— Борис Петрович — мастак, — продолжал Никита. — Он бьет Андрона по всем статьям, кроме, кажется, пинг-понга. Почему физики так любят играть? — сказал он задумчиво. — Разве грибы или рыбалка не лучший отдых? А может, они не умеют отключаться, только переключаться: давать мозгу какие-то новые и несложные задачи?
Нину заинтересовали соображения Никиты, и она с внезапной нежностью подумала о физиках: какие там супермены — просто уставшие, заработавшиеся люди…
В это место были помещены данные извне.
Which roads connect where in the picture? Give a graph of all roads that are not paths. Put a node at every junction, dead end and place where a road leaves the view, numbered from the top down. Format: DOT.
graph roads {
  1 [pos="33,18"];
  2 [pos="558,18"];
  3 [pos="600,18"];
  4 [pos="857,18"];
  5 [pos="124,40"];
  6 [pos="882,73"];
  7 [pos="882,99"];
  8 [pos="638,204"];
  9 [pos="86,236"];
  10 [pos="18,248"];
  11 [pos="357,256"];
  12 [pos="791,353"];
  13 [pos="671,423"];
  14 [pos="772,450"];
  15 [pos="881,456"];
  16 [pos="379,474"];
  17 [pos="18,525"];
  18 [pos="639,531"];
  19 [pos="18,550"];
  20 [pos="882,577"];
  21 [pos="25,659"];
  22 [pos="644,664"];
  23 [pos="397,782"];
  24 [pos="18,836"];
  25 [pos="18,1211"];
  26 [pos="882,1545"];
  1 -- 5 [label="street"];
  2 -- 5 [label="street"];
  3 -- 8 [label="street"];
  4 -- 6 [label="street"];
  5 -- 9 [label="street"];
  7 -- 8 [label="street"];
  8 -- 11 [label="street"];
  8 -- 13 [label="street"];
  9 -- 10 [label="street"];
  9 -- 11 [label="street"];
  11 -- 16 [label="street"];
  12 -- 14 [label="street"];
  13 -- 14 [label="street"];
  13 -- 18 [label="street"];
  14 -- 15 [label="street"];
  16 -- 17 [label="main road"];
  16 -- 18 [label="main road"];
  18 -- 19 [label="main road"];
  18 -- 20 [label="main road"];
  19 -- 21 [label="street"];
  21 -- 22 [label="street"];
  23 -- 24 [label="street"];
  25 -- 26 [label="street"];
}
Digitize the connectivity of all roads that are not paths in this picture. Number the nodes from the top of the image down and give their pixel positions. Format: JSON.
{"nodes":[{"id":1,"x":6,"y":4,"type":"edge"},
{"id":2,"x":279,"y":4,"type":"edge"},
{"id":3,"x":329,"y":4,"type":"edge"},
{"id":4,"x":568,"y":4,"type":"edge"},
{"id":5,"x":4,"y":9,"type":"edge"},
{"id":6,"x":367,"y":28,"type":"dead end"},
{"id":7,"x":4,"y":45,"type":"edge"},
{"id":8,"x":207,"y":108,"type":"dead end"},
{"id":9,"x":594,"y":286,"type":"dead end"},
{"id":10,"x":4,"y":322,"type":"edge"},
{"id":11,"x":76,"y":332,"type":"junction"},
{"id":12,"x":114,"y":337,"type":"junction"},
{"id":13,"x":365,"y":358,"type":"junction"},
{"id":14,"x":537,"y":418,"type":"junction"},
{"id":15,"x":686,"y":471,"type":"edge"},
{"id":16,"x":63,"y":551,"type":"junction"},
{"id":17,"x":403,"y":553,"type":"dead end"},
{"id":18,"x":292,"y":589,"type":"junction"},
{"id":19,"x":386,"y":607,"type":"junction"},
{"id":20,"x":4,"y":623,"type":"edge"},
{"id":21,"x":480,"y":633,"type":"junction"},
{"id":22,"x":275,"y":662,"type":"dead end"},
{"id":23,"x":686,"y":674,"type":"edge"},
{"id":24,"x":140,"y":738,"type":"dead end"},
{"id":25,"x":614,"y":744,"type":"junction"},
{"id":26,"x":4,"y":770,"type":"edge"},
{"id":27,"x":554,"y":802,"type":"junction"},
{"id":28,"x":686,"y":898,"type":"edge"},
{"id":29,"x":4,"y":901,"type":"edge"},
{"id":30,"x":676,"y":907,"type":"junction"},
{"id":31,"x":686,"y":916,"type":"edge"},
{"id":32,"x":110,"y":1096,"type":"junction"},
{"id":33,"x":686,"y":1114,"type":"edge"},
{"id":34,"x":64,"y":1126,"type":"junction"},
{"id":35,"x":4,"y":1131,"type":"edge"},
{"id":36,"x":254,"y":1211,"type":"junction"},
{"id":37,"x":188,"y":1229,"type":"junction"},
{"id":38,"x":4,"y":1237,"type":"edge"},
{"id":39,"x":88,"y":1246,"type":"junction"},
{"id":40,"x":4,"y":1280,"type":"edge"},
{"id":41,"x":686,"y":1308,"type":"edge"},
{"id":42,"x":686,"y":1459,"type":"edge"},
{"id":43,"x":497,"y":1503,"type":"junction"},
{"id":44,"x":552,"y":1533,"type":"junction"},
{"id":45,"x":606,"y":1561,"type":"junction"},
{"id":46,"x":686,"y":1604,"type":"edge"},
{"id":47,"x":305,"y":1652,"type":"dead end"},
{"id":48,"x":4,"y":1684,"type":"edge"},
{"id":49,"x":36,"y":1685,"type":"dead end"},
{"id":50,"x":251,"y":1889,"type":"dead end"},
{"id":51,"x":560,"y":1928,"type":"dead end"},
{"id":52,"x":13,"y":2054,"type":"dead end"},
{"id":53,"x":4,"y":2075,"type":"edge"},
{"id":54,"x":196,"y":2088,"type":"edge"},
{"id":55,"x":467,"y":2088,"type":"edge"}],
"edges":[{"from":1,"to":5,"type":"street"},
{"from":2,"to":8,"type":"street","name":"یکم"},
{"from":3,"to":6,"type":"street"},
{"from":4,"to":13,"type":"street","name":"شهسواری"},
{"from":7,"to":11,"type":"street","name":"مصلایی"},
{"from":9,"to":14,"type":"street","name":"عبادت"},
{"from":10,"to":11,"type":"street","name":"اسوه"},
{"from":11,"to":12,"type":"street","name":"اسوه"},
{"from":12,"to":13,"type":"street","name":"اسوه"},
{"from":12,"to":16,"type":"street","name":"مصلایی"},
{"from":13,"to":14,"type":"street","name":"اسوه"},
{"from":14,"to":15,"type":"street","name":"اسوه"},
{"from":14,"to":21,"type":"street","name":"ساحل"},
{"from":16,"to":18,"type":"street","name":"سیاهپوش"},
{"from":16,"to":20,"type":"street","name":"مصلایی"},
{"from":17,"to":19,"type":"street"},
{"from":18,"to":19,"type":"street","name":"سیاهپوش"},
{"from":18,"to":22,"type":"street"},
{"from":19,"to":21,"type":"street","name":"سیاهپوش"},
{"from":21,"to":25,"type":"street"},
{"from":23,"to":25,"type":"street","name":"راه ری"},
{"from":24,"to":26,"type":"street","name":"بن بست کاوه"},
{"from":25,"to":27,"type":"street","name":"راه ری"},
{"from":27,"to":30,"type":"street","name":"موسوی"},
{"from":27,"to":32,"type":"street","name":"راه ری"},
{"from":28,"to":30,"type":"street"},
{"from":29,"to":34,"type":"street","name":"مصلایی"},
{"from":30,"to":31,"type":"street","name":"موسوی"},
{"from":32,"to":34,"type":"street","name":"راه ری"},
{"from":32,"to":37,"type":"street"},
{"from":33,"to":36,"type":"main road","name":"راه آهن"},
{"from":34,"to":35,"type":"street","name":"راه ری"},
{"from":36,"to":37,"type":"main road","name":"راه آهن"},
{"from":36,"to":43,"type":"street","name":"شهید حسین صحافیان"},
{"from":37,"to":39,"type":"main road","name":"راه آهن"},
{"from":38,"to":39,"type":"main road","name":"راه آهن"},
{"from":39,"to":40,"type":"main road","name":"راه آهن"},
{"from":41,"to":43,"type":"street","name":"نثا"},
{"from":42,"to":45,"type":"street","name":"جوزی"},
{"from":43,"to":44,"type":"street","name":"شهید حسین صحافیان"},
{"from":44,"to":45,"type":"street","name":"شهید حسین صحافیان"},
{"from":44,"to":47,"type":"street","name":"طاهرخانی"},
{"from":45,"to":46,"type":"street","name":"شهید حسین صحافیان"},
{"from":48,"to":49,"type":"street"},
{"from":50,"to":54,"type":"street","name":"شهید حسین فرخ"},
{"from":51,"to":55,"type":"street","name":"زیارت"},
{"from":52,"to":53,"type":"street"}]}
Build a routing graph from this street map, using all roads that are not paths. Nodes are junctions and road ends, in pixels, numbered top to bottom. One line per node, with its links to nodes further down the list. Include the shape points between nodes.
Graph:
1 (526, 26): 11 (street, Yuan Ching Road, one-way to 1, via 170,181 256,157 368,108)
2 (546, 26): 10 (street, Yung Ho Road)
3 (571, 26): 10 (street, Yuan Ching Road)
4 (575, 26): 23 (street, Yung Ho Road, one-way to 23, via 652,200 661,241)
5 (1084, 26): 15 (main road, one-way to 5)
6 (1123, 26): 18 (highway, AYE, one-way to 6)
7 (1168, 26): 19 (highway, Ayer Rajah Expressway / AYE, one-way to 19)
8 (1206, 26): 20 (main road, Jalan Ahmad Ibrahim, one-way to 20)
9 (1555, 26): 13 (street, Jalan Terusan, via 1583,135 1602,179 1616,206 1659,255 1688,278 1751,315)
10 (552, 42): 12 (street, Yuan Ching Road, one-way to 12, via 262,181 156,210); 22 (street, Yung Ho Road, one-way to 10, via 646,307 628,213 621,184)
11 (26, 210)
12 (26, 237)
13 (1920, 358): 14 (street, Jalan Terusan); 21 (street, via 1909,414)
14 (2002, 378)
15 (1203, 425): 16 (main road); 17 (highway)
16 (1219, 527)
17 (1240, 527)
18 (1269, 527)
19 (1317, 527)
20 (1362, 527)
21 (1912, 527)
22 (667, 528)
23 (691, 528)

…Грибная лихорадка захватила Нину и Павла Алексеевича. Среди двух-трех десятков человек, изживавших лето в «зоне отдыха», лишь физики не поддались общему психозу. «Я люблю шампиньоны, да и то в кокотнице», — лениво цедил Борис Петрович. «Ваши хваленые грузди у нас в Ленинграде по полтора рубля банка, — басил Андрон. — Охота спину гнуть». В чьих-нибудь иных устах это звучало бы пошло, но физикам все прощалось. Они знали свою пользу и цель и спокойно противостояли всеобщему безответному напору.
Грибы пробудили в Нине милые воспоминания. В детстве она каждое лето проводила в деревне у бабушки. Подмосковную эту местность — между Пушкином и Мамонтовкой — давно затопило Учинское водохранилище. Под водой скрылась и бабушкина могила на старом сельском погосте. Нина помнила лес своего детства так же ясно, как большое, свисшее от старости, губастое и голоухое, дорогое бабушкино лицо. Две чернильно-темные, заросшие купырем речки сливались в лесу, и на мыске, меж высоких осин с матово-серебристыми стволами, что ни день высыпали малюсенькие красноголовики. А в густом хвойнике, во мгле под еловыми шатрами, скрывались кряжистые боровики. Чтобы сорвать их, Нина окапывала толстенные ножки своими слабыми руками. В пустом, без подлеска, березняке свечками торчали молодые, стройные подберезовики. Других грибов они не брали, пренебрегая не только сыроежками, свинушками, моховиками, но даже маслятами и лисичками.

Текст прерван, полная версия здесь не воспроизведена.